> **What needs to be done**: Go over the records and copy every line with the string "roll".

> **Available data**:

----

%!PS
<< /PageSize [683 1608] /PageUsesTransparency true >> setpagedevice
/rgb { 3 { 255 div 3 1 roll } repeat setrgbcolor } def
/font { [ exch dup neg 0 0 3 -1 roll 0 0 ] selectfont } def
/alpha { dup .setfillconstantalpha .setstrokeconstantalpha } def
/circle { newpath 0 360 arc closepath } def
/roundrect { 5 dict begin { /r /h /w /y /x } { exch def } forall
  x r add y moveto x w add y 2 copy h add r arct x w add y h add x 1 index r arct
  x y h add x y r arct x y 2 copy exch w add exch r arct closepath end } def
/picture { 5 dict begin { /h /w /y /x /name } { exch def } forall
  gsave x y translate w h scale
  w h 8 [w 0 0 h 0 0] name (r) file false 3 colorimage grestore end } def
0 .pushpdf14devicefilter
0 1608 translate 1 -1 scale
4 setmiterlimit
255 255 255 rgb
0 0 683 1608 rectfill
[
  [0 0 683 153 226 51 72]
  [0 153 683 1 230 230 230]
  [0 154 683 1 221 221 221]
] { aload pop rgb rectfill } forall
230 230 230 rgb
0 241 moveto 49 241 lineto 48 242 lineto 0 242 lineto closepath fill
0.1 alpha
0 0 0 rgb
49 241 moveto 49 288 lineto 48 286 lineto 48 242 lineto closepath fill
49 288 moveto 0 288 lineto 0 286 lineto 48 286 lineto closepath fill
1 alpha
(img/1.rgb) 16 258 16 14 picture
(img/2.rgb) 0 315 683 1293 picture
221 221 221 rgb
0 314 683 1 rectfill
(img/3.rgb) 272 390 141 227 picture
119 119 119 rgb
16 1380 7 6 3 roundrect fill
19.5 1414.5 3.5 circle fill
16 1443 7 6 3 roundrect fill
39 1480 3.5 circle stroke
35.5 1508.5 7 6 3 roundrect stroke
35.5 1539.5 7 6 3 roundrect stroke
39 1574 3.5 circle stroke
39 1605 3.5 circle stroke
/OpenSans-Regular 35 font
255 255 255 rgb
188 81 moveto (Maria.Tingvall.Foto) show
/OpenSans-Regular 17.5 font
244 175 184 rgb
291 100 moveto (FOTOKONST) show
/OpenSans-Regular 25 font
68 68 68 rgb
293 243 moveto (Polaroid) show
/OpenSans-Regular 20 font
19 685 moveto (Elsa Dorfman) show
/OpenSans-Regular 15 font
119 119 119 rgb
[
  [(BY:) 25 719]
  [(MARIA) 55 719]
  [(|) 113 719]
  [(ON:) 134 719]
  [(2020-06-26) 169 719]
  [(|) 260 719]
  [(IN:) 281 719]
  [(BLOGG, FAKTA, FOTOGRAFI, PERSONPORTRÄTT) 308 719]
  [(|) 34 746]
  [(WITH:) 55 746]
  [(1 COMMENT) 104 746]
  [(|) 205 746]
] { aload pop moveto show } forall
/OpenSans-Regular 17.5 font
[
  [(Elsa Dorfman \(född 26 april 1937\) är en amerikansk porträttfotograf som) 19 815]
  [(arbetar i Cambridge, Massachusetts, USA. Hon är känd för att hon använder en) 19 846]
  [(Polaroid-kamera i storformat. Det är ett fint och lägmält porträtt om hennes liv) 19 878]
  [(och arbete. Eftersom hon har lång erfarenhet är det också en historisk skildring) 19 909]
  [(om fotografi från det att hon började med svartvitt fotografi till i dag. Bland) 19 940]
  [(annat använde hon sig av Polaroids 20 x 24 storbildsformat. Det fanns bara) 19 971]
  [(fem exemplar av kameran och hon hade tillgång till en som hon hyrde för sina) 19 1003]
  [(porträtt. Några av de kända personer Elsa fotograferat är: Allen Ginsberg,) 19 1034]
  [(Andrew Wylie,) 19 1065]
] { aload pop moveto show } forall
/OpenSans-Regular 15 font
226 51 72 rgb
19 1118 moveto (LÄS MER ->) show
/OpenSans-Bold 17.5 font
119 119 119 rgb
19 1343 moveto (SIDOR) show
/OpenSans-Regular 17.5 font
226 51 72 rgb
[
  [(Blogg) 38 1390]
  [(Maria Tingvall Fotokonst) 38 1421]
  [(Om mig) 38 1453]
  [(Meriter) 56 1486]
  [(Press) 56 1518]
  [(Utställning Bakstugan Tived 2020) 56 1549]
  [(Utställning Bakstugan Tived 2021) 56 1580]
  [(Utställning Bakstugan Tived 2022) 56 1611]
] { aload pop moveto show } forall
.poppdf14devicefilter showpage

----

> **Result of this exercise**:
/rgb { 3 { 255 div 3 1 roll } repeat setrgbcolor } def
/font { [ exch dup neg 0 0 3 -1 roll 0 0 ] selectfont } def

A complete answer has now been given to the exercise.